Clairessa Brown
Clairessa Brown

Reputation: 23

Combine certain lines that match regex in text file

I have several large files that are full of biological sequences I would like to break up by a specific number of sequences. However, there's some file formatting that needs to happen before that.
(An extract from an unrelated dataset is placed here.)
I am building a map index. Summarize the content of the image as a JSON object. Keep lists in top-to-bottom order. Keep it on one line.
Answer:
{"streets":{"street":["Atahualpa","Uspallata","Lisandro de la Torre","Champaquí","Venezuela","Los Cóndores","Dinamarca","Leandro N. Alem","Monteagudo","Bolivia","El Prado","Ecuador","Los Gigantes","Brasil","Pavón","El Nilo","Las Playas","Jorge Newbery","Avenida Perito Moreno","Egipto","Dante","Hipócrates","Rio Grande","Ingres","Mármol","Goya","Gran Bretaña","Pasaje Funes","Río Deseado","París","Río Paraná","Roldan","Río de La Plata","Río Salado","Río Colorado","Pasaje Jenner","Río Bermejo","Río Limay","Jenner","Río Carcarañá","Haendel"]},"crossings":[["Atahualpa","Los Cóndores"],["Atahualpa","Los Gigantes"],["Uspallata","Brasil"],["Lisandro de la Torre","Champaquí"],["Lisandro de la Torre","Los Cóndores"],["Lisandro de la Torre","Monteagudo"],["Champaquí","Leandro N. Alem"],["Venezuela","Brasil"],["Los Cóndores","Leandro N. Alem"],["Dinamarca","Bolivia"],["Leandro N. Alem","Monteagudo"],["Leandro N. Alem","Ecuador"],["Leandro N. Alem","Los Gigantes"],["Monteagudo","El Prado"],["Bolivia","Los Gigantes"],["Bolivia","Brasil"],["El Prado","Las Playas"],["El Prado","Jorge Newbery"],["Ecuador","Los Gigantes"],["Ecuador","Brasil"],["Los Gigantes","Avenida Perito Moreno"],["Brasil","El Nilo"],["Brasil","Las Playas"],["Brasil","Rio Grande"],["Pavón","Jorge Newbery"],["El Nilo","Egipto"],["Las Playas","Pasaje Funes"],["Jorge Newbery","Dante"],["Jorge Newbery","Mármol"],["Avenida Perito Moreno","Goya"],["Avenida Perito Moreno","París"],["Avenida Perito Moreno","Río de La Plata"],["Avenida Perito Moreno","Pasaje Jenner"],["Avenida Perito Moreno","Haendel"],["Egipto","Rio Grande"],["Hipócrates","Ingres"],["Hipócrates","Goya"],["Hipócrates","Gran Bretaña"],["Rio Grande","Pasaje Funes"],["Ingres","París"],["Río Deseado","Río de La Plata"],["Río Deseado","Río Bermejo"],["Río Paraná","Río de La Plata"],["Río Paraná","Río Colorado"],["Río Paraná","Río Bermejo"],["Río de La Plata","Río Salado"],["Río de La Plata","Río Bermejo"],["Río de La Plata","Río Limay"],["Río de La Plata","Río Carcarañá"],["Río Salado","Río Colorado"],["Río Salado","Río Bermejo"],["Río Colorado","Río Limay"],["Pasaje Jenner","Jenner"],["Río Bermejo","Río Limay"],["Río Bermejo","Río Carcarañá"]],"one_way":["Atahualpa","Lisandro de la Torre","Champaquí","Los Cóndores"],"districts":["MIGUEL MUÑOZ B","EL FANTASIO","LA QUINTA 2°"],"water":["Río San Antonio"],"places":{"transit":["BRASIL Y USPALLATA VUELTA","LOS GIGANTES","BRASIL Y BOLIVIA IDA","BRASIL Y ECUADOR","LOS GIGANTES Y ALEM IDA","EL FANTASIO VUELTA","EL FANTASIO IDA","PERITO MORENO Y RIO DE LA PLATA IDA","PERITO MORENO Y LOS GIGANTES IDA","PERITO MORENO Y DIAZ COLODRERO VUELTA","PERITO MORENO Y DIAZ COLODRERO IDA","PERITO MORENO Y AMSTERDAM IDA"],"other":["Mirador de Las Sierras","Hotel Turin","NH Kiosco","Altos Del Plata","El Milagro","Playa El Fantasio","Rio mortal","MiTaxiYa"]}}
In each biological sequence, there is 1 line that begins with ">k..." that is the sequence header. The next 1 or 1+ lines are the biological sequence. All sequences have 1 header but some have 2 or more lines of sequence. I would like to combine the sequences under the same sequence headers changing the multi-line sequences into 1 long line of sequence.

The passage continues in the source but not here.